Coming to a Jordanian border near you
Yoav Limor
The parties involved in completing the fence along the Egyptian border are most certainly justified in patting themselves on the back. The mission was accomplished in record time, and the tide of migrant workers from Africa has been stemmed.
However, the joy will soon be diverted as the focus shifts to new threats: The infiltrators will continue looking for ways in, this time from the Jordanian border, and terrorist threats loom from across the border with Syria. These two reasons — jobs and terrorism, in that order — were behind Prime Minister Benjamin Netanyahu's government's decision two and a half years ago to build the fence along the Egyptian border.
At the height of infiltration efforts by migrant workers, some 2,000 people crossed into Israel every month, and analysts predicted that hundreds of thousands more planned to come in their wake. Families, mainly from Eritrea but also from Ghana, South Sudan and other countries, collected thousands of dollars to send a representative to Israel. Following an arduous journey, including a flight to Egypt and a trek across the Sinai Peninsula, the workers would arrive here. The money they managed to save would be sent back to pay for more family members and friends to come. This economic mechanism brought nearly 100,000 workers to Israel in recent years while funding the Bedouin smuggling clans in Sinai, who charged an average of $2,000 per person wishing to enter Israel.
The economic-demographic threat, coupled with the concern that the refugees would provide a platform that could be exploited by terrorist organizations to carry out attacks in Israel, greatly accelerated the speed in which the fence was constructed; the official ceremony to mark its completion was held on Wednesday (excluding the topographically difficult area adjacent to Eilat, which will be finished in two months).
More than 100 contractors and 600 task groups comprising over 1,000 employees, all working simultaneously, dug enough dirt to fill more than a million and a half semi-trailers, while using 45,000 tons of steel.
In contrast to other obstacles (the security barrier in the West Bank, and the fences along the borders with Gaza and Lebanon), the fence along the Egyptian border isn't intended to stall infiltration, but to stop it altogether. It's very high, some 5 meters (16 feet) on average, and made of steel, combining deep foundations at the bottom with jagged knife-like edges at the top, essentially preventing anyone wishing to cross over the top or from underneath. Along with technological enhancements and lookouts deployed along the fence, it is supposed to prevent infiltrators, terrorists and smugglers from Sinai from crossing into Israel.
Despite all these factors, however, the phenomenon won't be completely eliminated. The money-workers-smugglers-terror combination will steer the problem eastward to the border with Jordan. In a short period of time Israel will also need to begin building a real barrier along our lengthiest border. This will happen after a similar barrier is built on the Golan Heights along the Syrian border, where the danger is clear and present: war refugees and al-Qaida terrorism.
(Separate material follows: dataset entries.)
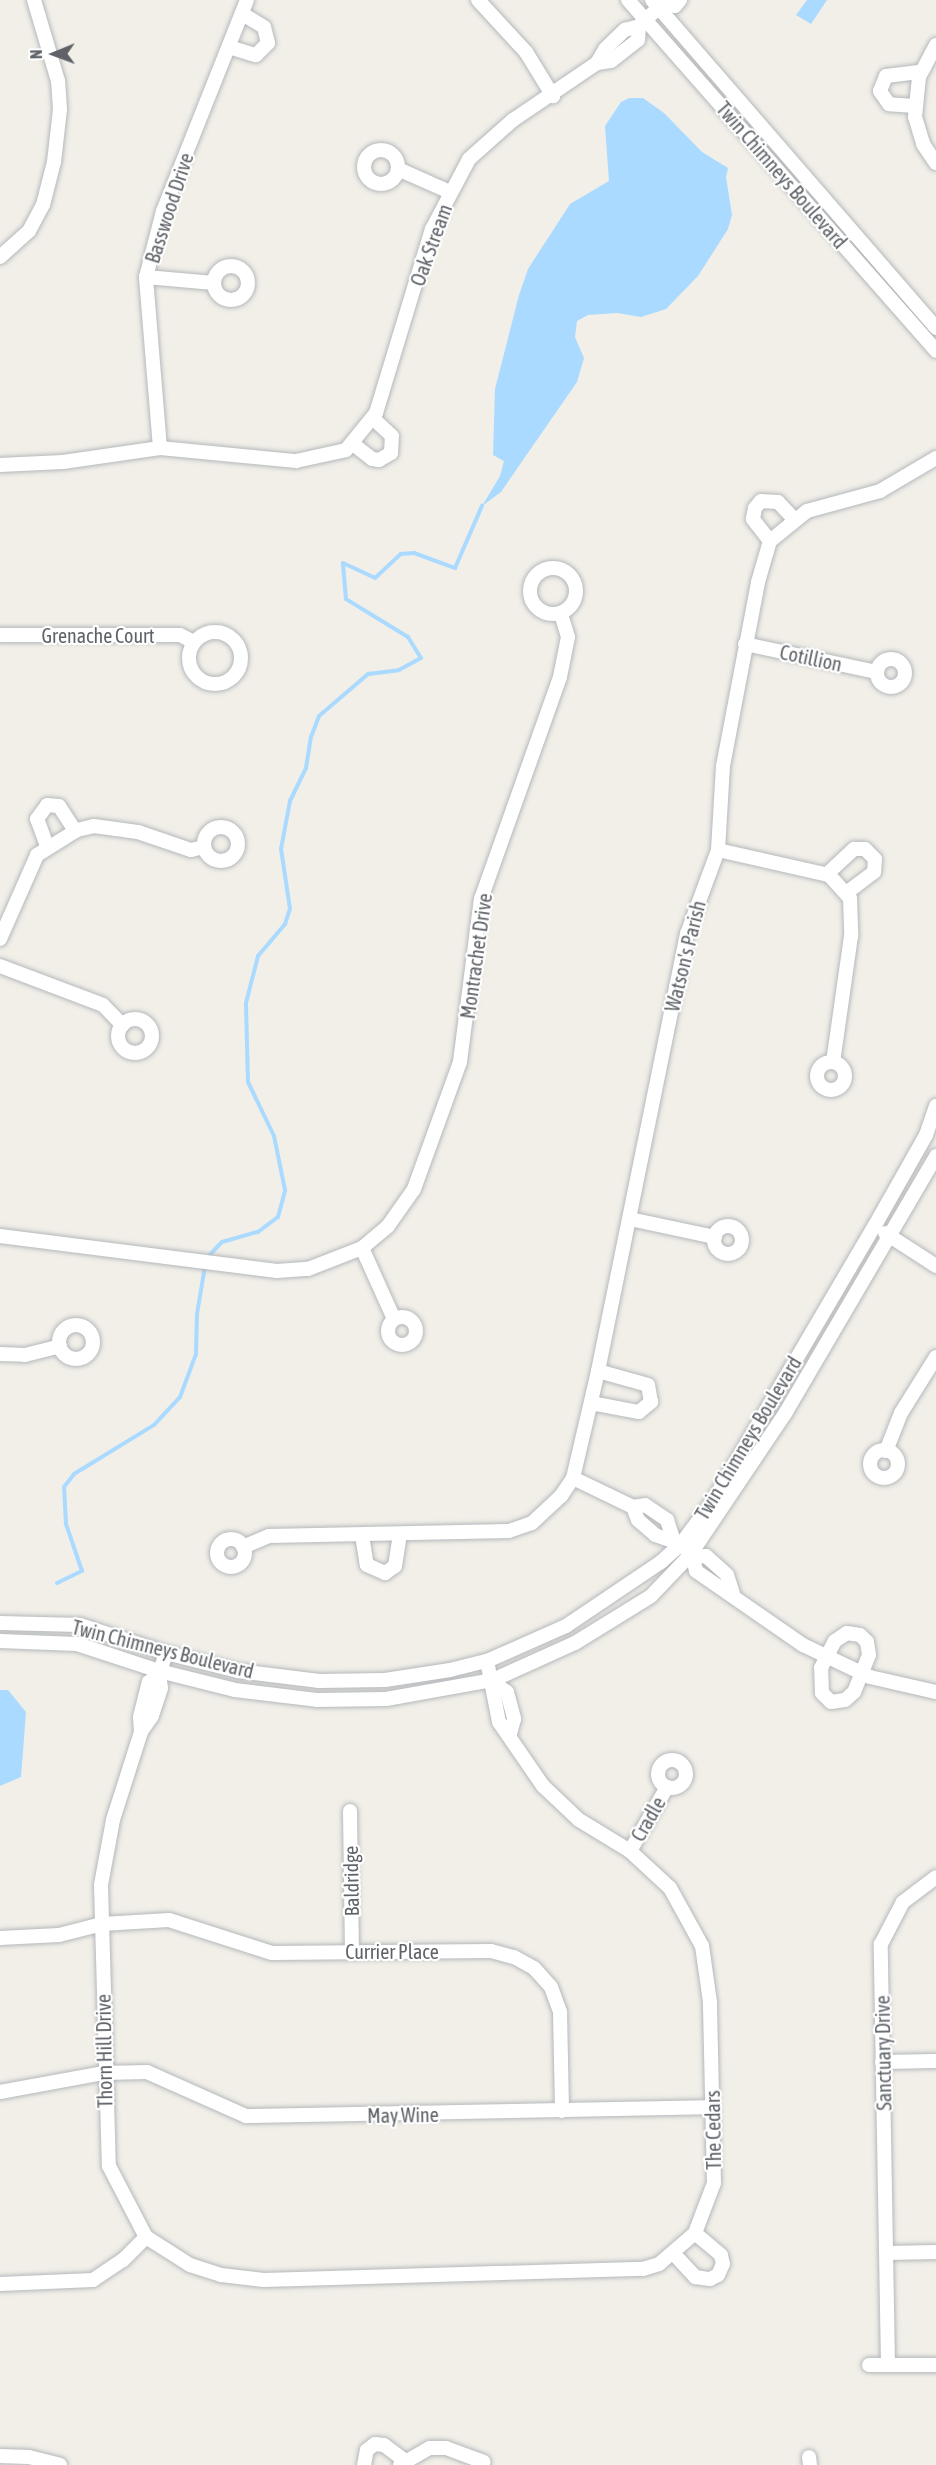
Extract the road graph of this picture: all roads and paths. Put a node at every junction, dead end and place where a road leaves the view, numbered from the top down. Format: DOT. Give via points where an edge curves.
graph roads {
  1 [pos="34,0"];
  2 [pos="248,0"];
  3 [pos="478,0"];
  4 [pos="627,0"];
  5 [pos="680,0"];
  6 [pos="660,3"];
  7 [pos="242,14"];
  8 [pos="642,23"];
  9 [pos="936,45"];
  10 [pos="229,47"];
  11 [pos="921,72"];
  12 [pos="553,96"];
  13 [pos="915,106"];
  14 [pos="936,162"];
  15 [pos="398,169"];
  16 [pos="450,192"];
  17 [pos="0,257"];
  18 [pos="146,277"];
  19 [pos="214,283"];
  20 [pos="936,328"];
  21 [pos="936,351"];
  22 [pos="373,418"];
  23 [pos="353,444"];
  24 [pos="160,448"];
  25 [pos="936,458"];
  26 [pos="0,465"];
  27 [pos="795,519"];
  28 [pos="770,541"];
  29 [pos="561,614"];
  30 [pos="0,635"];
  31 [pos="194,642"];
  32 [pos="745,644"];
  33 [pos="877,672"];
  34 [pos="75,831"];
  35 [pos="47,846"];
  36 [pos="204,847"];
  37 [pos="718,850"];
  38 [pos="827,874"];
  39 [pos="846,893"];
  40 [pos="0,939"];
  41 [pos="0,966"];
  42 [pos="122,1025"];
  43 [pos="833,1062"];
  44 [pos="936,1106"];
  45 [pos="936,1156"];
  46 [pos="630,1219"];
  47 [pos="874,1227"];
  48 [pos="0,1236"];
  49 [pos="715,1237"];
  50 [pos="891,1237"];
  51 [pos="362,1248"];
  52 [pos="936,1266"];
  53 [pos="394,1319"];
  54 [pos="60,1346"];
  55 [pos="0,1354"];
  56 [pos="936,1357"];
  57 [pos="598,1371"];
  58 [pos="591,1402"];
  59 [pos="886,1451"];
  60 [pos="573,1478"];
  61 [pos="400,1534"];
  62 [pos="362,1535"];
  63 [pos="677,1541"];
  64 [pos="243,1547"];
  65 [pos="692,1556"];
  66 [pos="0,1623"];
  67 [pos="0,1641"];
  68 [pos="166,1653"];
  69 [pos="825,1658"];
  70 [pos="487,1661"];
  71 [pos="159,1673"];
  72 [pos="861,1673"];
  73 [pos="494,1681"];
  74 [pos="936,1692"];
  75 [pos="667,1787"];
  76 [pos="350,1810"];
  77 [pos="630,1851"];
  78 [pos="936,1877"];
  79 [pos="102,1923"];
  80 [pos="0,1938"];
  81 [pos="352,1951"];
  82 [pos="936,2061"];
  83 [pos="882,2062"];
  84 [pos="104,2073"];
  85 [pos="0,2092"];
  86 [pos="712,2108"];
  87 [pos="562,2111"];
  88 [pos="695,2233"];
  89 [pos="146,2237"];
  90 [pos="936,2252"];
  91 [pos="673,2253"];
  92 [pos="887,2253"];
  93 [pos="264,2280"];
  94 [pos="0,2284"];
  95 [pos="888,2365"];
  96 [pos="936,2365"];
  97 [pos="869,2366"];
  98 [pos="0,2456"];
  99 [pos="484,2462"];
  100 [pos="403,2463"];
  101 [pos="60,2465"];
  102 [pos="364,2465"];
  1 -- 17 [label="street" via="58,81 60,109 54,162 43,205 29,231"];
  2 -- 7 [label="street, Basswood Drive"];
  3 -- 12 [label="street" via="526,52"];
  4 -- 8 [label="street, Twin Chimneys Boulevard"];
  5 -- 6 [label="street" via="675,6"];
  6 -- 8 [label="street, Oak Stream"];
  6 -- 20 [label="street, Twin Chimneys Boulevard"];
  7 -- 10 [label="street, Basswood Drive"];
  7 -- 10 [label="street" via="264,27 268,43 256,55"];
  8 -- 12 [label="street, Oak Stream" via="638,40 611,61 597,63"];
  8 -- 21 [label="street, Twin Chimneys Boulevard"];
  9 -- 11 [label="street"];
  10 -- 18 [label="street, Basswood Drive" via="163,212"];
  11 -- 13 [label="street"];
  11 -- 13 [label="street" via="886,76 879,91 889,104"];
  12 -- 16 [label="street, Oak Stream" via="513,120 476,151"];
  13 -- 14 [label="street" via="923,144"];
  15 -- 16 [label="street"];
  16 -- 22 [label="street, Oak Stream" via="432,229 387,387"];
  18 -- 19 [label="street"];
  18 -- 24 [label="street, Basswood Drive"];
  22 -- 23 [label="street, Oak Stream"];
  22 -- 23 [label="street" via="392,436 391,453 379,460 372,459"];
  23 -- 24 [label="street, Oak Stream" via="326,458 296,461"];
  24 -- 26 [label="street, Oak Stream" via="63,462"];
  25 -- 27 [label="street" via="900,483 815,508"];
  27 -- 28 [label="street"];
  27 -- 28 [label="street" via="778,502 761,501 753,519"];
  28 -- 32 [label="street, Watson's Parish"];
  29 -- 51 [label="street, Montrachet Drive" via="568,637 560,677 481,899 460,1062 414,1189 388,1226"];
  30 -- 31 [label="street, Grenache Court" via="180,635"];
  32 -- 33 [label="street, Cotillion"];
  32 -- 37 [label="street, Watson's Parish" via="723,766"];
  34 -- 35 [label="street"];
  34 -- 35 [label="street" via="59,806 47,805 37,819"];
  34 -- 36 [label="street" via="94,826 138,832 191,850"];
  35 -- 40 [label="street" via="29,870"];
  37 -- 38 [label="street"];
  37 -- 46 [label="street, Watson's Parish" via="687,934"];
  38 -- 39 [label="street"];
  38 -- 39 [label="street" via="854,849 875,859 874,872"];
  39 -- 43 [label="street" via="852,917 851,936"];
  41 -- 42 [label="street" via="103,1005"];
  44 -- 47 [label="street, Twin Chimneys Boulevard" via="926,1135"];
  45 -- 50 [label="street, Twin Chimneys Boulevard"];
  46 -- 49 [label="street"];
  46 -- 57 [label="street, Watson's Parish"];
  47 -- 50 [label="street"];
  47 -- 63 [label="street, Twin Chimneys Boulevard" via="713,1502"];
  48 -- 51 [label="street, Montrachet Drive" via="277,1271 308,1269"];
  50 -- 52 [label="street"];
  50 -- 65 [label="street, Twin Chimneys Boulevard" via="786,1412"];
  51 -- 53 [label="street"];
  54 -- 55 [label="street" via="25,1355"];
  56 -- 59 [label="street" via="901,1413"];
  57 -- 58 [label="street, Watson's Parish"];
  57 -- 58 [label="street" via="648,1385 651,1402 639,1412"];
  58 -- 60 [label="street, Watson's Parish"];
  60 -- 61 [label="street, Watson's Parish" via="550,1508 532,1522 509,1531"];
  60 -- 63 [label="street" via="633,1507 638,1520 655,1535"];
  61 -- 62 [label="street, Watson's Parish"];
  61 -- 62 [label="street" via="395,1566 385,1574 367,1565"];
  62 -- 64 [label="street, Watson's Parish" via="269,1536"];
  63 -- 65 [label="street"];
  63 -- 70 [label="street, Twin Chimneys Boulevard" via="640,1579 566,1626"];
  65 -- 69 [label="street" via="696,1571 733,1593 783,1634"];
  65 -- 73 [label="street, Twin Chimneys Boulevard" via="635,1607 574,1643"];
  66 -- 68 [label="street, Twin Chimneys Boulevard" via="80,1625"];
  67 -- 71 [label="street, Twin Chimneys Boulevard" via="77,1644"];
  68 -- 70 [label="street, Twin Chimneys Boulevard" via="238,1671 319,1681 385,1680"];
  68 -- 71 [label="street, Thorn Hill Drive"];
  69 -- 72 [label="street"];
  69 -- 72 [label="street" via="835,1641 847,1633 860,1635 867,1642 869,1655"];
  69 -- 72 [label="street" via="820,1682 822,1693 831,1702 845,1700 854,1692"];
  70 -- 73 [label="street, The Cedars"];
  71 -- 73 [label="street, Twin Chimneys Boulevard" via="235,1690 318,1700 386,1699"];
  71 -- 79 [label="street, Thorn Hill Drive" via="149,1682 140,1717 141,1732 106,1850"];
  72 -- 74 [label="street"];
  73 -- 77 [label="street, The Cedars" via="491,1696 499,1722 550,1793 579,1820"];
  75 -- 77 [label="street, Cradle"];
  76 -- 81 [label="street, Baldridge"];
  77 -- 86 [label="street, The Cedars" via="670,1888 702,1946 710,2002"];
  78 -- 83 [label="street, Sanctuary Drive" via="903,1902 890,1920 881,1944"];
  79 -- 80 [label="street, Currier Place" via="59,1935"];
  79 -- 81 [label="street, Currier Place" via="169,1920 272,1953"];
  79 -- 84 [label="street, Thorn Hill Drive"];
  81 -- 87 [label="street, Currier Place" via="491,1951 534,1968 551,1987 560,2013"];
  82 -- 83 [label="street"];
  83 -- 92 [label="street, Sanctuary Drive"];
  84 -- 85 [label="street, May Wine"];
  84 -- 87 [label="street, May Wine" via="147,2072 246,2116"];
  84 -- 89 [label="street, Thorn Hill Drive" via="108,2166"];
  86 -- 87 [label="street, May Wine"];
  86 -- 88 [label="street, The Cedars" via="714,2183"];
  88 -- 91 [label="street, The Cedars"];
  88 -- 91 [label="street" via="721,2255 723,2265 718,2275 710,2279 695,2277"];
  89 -- 93 [label="street, Thorn Hill Drive" via="190,2265 221,2275"];
  89 -- 94 [label="street" via="123,2260 93,2280"];
  90 -- 92 [label="street"];
  91 -- 93 [label="street, The Cedars" via="643,2269"];
  92 -- 95 [label="street, Sanctuary Drive"];
  95 -- 96 [label="street"];
  95 -- 97 [label="street"];
  98 -- 101 [label="street" via="29,2457"];
  99 -- 100 [label="street" via="446,2448 430,2448"];
  100 -- 102 [label="street" via="384,2445 375,2444 367,2450"];
}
At present, 10 kilometers (6 miles) of new fence, the preventative kind, has already been built on the Golan Heights. A further 60 kilometers (37 miles) of fence is in the accelerated construction phase.
It will take a few years until the projects in the north and east are finished, and then Israel will be surrounded by fences. It's not exactly a formula for peace, rather a necessary step meant to help, one hopes, stop the threats knocking on our doors from getting in.